Things I've tried (suggestions from @magnatelee)

Running under a tight memory limit so that batches cause GC to get invoked and collect instances
Running without the default mapper's cache enabled so physical instance references don't accumulate

rohany commented 1 year ago

Something seems a bit suspect, because even running this for 10 iterations (and killing it before clean exit) generates a legion gc log that legion_gc.py explodes on:

Traceback (most recent call last):
  File "/Users/rohany/Documents/research/legion/examples/slicing/../../tools/legion_gc.py", line 1335, in <module>
    main()
  File "/Users/rohany/Documents/research/legion/examples/slicing/../../tools/legion_gc.py", line 1331, in main
    state.check_for_leaks(assert_on_error, verbose)
  File "/Users/rohany/Documents/research/legion/examples/slicing/../../tools/legion_gc.py", line 1203, in check_for_leaks
    if not index_space.check_for_leaks(assert_on_error, verbose):
  File "/Users/rohany/Documents/research/legion/examples/slicing/../../tools/legion_gc.py", line 398, in check_for_leaks
    self.report_references(printer, RESOURCE_REF_KIND, verbose)
  File "/Users/rohany/Documents/research/legion/examples/slicing/../../tools/legion_gc.py", line 512, in report_references
    src.report_references(printer, kind, verbose)
  File "/Users/rohany/Documents/research/legion/examples/slicing/../../tools/legion_gc.py", line 512, in report_references
    src.report_references(printer, kind, verbose)
  File "/Users/rohany/Documents/research/legion/examples/slicing/../../tools/legion_gc.py", line 512, in report_references
    src.report_references(printer, kind, verbose)
  [Previous line repeated 988 more times]
  File "/Users/rohany/Documents/research/legion/examples/slicing/../../tools/legion_gc.py", line 510, in report_references
    printer.println('Nested Resource '+repr(src)+' (Refs='+str(refs)+')')
  File "/Users/rohany/Documents/research/legion/examples/slicing/../../tools/legion_gc.py", line 668, in __repr__
    return 'Partition '+str(self.did)+' (Node='+str(self.node)+') ('+str(self.index_partition)+','+str(self.field_space)+','+str(self.tree_id)+')'
RecursionError: maximum recursion depth exceeded while getting the str of an object

lightsighter commented 1 year ago

This isn't that surprising to me. The managers are still alive (notice their counts double too) and they are holding references to their index sub-spaces to keep them alive. You're not even close to filling up the system memory with these instances so there is no garbage collection to trigger manager deletion. Try running with -ll:csize 1 and see what happens once you hit that 1MB footprint. The instances should start being collected, which will clean up the managers, and thereby release references on the index sub-spaces. If that occurs then we can discuss how to more eagerly collect instances. (Note this experiment still requires the default mapper not to be holding any references to the managers either.) If the manager count stops doubling but the index space count keeps doubling then I'll agree there is an issue with the runtime; as long as they are correlated though then everything is currently still working as intended.

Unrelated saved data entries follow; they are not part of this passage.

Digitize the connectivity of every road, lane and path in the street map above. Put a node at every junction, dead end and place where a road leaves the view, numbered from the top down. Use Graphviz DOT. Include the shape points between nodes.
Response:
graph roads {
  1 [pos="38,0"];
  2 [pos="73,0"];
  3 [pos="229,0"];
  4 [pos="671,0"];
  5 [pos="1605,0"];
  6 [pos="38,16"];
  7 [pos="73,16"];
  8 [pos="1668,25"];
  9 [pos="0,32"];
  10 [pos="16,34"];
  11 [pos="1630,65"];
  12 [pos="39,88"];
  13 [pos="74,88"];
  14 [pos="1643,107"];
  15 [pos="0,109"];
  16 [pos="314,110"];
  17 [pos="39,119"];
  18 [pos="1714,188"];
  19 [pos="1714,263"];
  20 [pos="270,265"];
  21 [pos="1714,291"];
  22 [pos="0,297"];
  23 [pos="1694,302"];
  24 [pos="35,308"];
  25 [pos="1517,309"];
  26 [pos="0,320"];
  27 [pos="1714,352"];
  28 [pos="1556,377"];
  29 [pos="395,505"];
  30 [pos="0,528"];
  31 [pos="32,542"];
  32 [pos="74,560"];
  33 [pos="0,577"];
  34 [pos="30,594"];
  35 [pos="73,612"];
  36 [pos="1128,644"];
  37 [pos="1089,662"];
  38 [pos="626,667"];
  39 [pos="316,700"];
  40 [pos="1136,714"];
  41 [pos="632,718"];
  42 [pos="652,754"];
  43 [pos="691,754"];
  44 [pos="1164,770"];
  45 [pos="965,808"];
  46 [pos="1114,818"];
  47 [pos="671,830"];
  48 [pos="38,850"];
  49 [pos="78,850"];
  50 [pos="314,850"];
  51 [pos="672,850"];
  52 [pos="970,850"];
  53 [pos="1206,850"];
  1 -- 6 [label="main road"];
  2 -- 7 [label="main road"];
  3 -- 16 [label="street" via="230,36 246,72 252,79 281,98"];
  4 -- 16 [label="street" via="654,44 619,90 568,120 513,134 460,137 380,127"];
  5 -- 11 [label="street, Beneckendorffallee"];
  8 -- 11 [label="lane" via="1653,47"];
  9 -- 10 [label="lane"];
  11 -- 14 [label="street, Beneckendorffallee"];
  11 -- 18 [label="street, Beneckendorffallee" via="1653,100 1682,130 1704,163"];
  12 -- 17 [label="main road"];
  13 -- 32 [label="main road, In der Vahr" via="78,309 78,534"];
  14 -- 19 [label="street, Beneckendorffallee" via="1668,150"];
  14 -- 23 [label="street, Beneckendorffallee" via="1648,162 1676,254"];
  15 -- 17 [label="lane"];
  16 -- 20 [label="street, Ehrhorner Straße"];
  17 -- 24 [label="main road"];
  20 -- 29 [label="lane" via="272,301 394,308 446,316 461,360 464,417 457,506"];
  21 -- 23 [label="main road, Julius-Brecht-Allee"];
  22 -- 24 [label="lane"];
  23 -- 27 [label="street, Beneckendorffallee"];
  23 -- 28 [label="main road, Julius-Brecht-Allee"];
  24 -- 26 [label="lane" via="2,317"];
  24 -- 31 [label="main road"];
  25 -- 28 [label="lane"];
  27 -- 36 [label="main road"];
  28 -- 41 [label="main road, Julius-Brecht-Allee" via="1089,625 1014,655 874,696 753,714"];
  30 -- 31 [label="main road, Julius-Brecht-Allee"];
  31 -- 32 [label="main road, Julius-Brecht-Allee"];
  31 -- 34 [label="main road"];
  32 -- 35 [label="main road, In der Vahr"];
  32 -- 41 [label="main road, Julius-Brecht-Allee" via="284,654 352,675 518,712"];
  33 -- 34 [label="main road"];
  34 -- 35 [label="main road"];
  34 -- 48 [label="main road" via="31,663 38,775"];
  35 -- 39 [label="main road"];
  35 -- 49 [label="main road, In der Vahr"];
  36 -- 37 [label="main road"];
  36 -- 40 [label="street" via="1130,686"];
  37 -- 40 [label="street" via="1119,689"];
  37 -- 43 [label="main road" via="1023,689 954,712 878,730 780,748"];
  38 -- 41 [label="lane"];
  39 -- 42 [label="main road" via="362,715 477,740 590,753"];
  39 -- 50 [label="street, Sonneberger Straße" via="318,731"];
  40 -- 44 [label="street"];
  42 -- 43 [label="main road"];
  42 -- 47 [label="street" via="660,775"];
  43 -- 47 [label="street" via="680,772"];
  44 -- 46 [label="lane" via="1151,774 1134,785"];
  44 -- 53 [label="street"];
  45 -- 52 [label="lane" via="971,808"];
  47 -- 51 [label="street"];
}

Something seems a bit suspect, because even running this for 10 iterations (and killing it before clean exit) generates a legion gc log that legion_gc.py explodes on

The hand-over-hand reference counting that Legion does will sometimes temporarily introduce cycles into the reference graph which are resolved when the new references are added and the old ones removed. If you happen to kill Legion in the middle of it's execution when once of these cycles is in existence, then Legion GC will go into an infinite loop around the cycle (unless you run with the -c option to check for cycles), which will eventually overflow the Python interpreter's stack.

rohany commented 1 year ago

The managers are still alive (notice their counts double too) and they are holding references to their index sub-spaces to keep them alive. You're not even close to filling up the system memory with these instances so there is no garbage collection to trigger manager deletion. Try running with -ll:csize 1 and see what happens once you hit that 1MB footprint.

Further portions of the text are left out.